● **DATA FOR REVIEW**:
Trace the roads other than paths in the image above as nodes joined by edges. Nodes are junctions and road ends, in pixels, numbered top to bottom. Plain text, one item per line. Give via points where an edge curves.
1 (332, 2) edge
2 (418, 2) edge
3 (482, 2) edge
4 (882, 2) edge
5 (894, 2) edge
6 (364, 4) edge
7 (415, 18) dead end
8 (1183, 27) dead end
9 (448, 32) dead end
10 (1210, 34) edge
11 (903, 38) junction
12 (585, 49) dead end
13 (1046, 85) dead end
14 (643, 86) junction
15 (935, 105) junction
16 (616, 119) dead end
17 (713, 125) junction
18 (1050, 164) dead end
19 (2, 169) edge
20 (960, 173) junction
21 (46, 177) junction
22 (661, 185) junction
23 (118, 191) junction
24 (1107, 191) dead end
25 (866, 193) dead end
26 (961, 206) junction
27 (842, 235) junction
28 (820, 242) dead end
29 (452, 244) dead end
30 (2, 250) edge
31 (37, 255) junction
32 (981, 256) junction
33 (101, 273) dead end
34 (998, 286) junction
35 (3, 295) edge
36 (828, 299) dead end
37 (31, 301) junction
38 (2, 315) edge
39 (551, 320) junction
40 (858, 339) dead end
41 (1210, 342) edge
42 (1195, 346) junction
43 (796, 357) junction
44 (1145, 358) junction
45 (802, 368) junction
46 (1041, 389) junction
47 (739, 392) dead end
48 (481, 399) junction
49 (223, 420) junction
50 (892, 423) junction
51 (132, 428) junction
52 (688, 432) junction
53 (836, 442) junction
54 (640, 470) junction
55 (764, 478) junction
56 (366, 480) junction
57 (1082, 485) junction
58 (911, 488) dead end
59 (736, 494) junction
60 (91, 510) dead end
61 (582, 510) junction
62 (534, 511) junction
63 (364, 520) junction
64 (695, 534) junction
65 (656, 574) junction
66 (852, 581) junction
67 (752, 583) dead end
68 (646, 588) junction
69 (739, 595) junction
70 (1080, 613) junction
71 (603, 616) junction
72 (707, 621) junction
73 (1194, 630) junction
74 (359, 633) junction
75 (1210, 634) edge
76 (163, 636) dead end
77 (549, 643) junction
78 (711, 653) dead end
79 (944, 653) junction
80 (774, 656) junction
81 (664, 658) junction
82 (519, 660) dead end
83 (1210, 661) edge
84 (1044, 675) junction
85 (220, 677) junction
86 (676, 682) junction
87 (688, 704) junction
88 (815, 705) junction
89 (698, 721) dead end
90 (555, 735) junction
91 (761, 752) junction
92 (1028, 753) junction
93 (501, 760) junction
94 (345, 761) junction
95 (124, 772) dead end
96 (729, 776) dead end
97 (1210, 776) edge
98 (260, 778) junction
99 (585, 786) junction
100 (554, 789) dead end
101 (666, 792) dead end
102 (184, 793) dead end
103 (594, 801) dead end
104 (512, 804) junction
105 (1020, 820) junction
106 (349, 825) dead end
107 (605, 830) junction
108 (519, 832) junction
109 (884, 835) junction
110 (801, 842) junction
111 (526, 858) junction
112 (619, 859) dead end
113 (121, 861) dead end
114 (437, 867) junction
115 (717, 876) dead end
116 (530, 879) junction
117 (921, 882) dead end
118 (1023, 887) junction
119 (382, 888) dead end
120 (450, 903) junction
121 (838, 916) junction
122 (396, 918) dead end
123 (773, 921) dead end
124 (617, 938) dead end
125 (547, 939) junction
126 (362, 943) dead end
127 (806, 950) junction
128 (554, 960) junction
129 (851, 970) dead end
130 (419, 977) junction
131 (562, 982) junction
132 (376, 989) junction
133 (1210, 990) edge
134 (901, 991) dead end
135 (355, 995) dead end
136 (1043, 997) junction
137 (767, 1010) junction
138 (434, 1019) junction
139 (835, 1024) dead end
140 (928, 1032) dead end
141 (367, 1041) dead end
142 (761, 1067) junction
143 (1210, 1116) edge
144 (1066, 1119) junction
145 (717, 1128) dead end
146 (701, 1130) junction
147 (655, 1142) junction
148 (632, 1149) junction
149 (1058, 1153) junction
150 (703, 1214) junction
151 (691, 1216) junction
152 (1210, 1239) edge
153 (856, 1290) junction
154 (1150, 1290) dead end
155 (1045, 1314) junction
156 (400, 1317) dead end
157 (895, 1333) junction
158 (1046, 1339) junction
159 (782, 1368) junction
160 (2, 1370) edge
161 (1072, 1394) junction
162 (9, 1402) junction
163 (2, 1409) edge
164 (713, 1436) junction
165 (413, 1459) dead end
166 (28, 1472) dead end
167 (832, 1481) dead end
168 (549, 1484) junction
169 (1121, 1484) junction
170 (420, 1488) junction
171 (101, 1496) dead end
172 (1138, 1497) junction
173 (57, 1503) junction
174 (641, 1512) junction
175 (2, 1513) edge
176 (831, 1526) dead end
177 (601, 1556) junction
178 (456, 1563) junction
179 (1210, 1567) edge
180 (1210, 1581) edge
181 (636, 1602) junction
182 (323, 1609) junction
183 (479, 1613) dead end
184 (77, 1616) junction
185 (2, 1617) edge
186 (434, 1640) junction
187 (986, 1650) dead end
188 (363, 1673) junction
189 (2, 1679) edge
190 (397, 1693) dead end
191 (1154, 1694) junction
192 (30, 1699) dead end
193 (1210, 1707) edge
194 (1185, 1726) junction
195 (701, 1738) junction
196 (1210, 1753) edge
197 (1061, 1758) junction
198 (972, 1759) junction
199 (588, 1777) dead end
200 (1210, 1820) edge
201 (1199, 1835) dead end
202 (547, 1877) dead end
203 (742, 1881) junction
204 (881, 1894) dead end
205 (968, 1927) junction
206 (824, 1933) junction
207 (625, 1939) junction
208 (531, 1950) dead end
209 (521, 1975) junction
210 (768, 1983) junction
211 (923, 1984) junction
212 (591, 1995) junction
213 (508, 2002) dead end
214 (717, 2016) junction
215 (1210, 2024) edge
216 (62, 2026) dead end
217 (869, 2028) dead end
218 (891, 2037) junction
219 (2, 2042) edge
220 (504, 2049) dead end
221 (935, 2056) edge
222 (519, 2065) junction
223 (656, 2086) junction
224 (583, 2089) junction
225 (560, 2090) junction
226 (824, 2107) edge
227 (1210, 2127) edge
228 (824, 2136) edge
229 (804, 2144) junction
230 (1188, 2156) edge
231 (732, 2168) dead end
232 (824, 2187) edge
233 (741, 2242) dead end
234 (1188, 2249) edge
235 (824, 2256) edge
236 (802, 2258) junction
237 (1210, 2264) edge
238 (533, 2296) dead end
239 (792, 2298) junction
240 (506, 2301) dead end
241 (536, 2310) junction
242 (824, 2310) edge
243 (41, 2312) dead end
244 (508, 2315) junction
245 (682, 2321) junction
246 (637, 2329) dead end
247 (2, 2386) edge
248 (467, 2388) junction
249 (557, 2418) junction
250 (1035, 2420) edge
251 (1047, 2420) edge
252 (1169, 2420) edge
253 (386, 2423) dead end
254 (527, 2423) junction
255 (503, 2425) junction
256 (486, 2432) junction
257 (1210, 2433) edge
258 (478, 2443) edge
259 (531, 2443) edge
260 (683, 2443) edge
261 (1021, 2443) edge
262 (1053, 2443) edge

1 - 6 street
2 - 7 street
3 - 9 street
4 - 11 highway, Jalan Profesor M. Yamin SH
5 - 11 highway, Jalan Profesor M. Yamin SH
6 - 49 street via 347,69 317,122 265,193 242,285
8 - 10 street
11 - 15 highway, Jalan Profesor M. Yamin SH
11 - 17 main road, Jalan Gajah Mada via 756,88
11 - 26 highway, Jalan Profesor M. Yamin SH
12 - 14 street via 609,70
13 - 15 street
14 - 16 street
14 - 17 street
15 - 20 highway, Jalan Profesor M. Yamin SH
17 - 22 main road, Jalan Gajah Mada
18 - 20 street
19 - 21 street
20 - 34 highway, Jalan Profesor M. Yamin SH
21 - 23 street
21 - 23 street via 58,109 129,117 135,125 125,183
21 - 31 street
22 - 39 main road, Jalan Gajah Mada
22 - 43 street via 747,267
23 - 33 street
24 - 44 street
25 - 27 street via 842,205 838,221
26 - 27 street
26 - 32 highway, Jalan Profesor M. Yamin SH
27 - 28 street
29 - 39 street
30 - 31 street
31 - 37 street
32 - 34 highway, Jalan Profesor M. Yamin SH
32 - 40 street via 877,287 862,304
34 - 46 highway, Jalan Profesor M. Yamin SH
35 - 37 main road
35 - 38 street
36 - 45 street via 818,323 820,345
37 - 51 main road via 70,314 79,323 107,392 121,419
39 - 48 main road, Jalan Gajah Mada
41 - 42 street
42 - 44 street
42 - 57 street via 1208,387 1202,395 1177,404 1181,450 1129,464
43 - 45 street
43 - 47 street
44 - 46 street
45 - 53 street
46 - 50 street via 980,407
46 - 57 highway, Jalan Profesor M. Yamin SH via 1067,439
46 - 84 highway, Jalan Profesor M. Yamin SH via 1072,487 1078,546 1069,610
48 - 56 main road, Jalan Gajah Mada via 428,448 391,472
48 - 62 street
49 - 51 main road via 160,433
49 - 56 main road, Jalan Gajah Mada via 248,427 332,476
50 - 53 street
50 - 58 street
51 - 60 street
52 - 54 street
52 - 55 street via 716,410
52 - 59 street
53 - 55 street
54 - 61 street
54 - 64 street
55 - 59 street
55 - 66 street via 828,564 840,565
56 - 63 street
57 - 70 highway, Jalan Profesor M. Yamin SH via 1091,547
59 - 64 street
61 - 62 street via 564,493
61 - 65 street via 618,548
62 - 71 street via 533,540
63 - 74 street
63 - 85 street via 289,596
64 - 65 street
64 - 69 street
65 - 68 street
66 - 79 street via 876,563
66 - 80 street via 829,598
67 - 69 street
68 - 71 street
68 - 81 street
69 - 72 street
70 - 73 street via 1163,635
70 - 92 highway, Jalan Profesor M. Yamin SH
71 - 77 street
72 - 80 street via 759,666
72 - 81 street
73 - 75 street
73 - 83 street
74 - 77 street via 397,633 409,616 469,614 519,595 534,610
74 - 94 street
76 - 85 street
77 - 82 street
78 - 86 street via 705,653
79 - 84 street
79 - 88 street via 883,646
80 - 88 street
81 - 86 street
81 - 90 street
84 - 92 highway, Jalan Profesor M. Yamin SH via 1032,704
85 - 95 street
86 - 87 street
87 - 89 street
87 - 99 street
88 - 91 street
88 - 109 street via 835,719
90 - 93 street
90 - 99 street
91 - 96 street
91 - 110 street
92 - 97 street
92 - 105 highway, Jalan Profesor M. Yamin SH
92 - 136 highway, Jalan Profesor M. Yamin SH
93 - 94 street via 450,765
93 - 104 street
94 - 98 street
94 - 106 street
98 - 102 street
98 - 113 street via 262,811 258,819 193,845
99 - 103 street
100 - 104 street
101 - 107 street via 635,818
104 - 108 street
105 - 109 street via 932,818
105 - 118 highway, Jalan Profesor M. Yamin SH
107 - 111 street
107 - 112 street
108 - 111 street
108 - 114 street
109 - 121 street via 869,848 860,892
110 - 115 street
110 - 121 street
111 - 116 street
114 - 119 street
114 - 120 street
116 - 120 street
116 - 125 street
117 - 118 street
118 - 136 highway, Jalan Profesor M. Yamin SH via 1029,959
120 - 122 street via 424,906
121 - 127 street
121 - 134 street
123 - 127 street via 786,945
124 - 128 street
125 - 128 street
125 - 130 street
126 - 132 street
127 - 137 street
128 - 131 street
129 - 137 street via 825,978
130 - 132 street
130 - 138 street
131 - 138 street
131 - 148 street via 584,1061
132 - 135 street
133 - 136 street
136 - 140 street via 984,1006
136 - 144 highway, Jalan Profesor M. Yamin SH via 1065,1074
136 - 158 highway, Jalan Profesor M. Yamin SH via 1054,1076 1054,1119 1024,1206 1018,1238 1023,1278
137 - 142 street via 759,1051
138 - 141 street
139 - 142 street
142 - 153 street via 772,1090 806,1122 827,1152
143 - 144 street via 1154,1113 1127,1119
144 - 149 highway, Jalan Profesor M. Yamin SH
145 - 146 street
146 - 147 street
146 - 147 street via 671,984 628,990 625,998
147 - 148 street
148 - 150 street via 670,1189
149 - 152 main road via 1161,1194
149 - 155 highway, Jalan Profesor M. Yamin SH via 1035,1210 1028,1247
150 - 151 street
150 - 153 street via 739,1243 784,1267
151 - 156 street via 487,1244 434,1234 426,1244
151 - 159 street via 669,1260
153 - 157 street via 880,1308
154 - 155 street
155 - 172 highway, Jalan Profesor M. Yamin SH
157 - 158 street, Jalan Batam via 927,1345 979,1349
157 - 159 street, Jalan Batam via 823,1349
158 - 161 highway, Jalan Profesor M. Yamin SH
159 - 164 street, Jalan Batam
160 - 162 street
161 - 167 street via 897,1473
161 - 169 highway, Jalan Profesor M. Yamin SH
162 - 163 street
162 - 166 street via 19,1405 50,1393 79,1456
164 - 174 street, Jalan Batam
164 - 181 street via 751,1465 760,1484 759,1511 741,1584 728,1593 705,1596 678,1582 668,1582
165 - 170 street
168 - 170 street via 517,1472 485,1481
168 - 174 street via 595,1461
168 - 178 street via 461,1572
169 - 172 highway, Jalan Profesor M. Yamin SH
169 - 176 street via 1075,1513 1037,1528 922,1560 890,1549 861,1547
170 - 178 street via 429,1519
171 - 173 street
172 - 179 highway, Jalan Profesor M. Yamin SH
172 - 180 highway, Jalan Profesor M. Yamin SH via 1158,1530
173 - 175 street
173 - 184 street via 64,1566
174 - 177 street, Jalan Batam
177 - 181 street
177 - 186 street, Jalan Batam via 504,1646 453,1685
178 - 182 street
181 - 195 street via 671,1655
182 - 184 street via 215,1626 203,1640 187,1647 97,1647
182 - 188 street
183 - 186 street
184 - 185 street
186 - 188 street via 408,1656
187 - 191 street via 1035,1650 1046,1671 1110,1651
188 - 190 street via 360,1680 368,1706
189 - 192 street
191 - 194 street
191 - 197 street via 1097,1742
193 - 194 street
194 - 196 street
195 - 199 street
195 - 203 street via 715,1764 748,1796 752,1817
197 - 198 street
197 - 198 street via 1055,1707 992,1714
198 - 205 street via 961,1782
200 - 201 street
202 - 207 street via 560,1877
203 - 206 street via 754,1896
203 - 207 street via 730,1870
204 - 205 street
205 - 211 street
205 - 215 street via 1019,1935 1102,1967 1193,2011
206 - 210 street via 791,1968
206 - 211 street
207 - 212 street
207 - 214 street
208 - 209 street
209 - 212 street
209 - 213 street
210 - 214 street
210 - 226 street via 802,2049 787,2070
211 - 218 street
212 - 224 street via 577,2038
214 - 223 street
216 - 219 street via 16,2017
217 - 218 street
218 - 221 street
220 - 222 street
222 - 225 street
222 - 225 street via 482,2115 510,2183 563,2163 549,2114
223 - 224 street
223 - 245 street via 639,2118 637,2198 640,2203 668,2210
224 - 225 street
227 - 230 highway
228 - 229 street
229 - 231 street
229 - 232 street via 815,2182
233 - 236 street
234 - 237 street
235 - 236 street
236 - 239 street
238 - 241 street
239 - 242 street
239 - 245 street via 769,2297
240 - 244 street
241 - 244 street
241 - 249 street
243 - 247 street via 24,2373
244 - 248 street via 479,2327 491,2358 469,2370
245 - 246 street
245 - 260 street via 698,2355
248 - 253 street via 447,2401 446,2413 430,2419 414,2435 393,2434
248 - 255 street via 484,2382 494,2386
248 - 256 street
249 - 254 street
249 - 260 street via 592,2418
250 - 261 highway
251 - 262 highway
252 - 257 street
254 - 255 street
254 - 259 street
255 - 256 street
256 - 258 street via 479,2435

● **WORK INSTRUCTIONS**:
Only the lines holding the string "Mada" are needed; copy each of them from the material above.

● **WRITTEN ANSWER**:
11 - 17 main road, Jalan Gajah Mada via 756,88
17 - 22 main road, Jalan Gajah Mada
22 - 39 main road, Jalan Gajah Mada
39 - 48 main road, Jalan Gajah Mada
48 - 56 main road, Jalan Gajah Mada via 428,448 391,472
49 - 56 main road, Jalan Gajah Mada via 248,427 332,476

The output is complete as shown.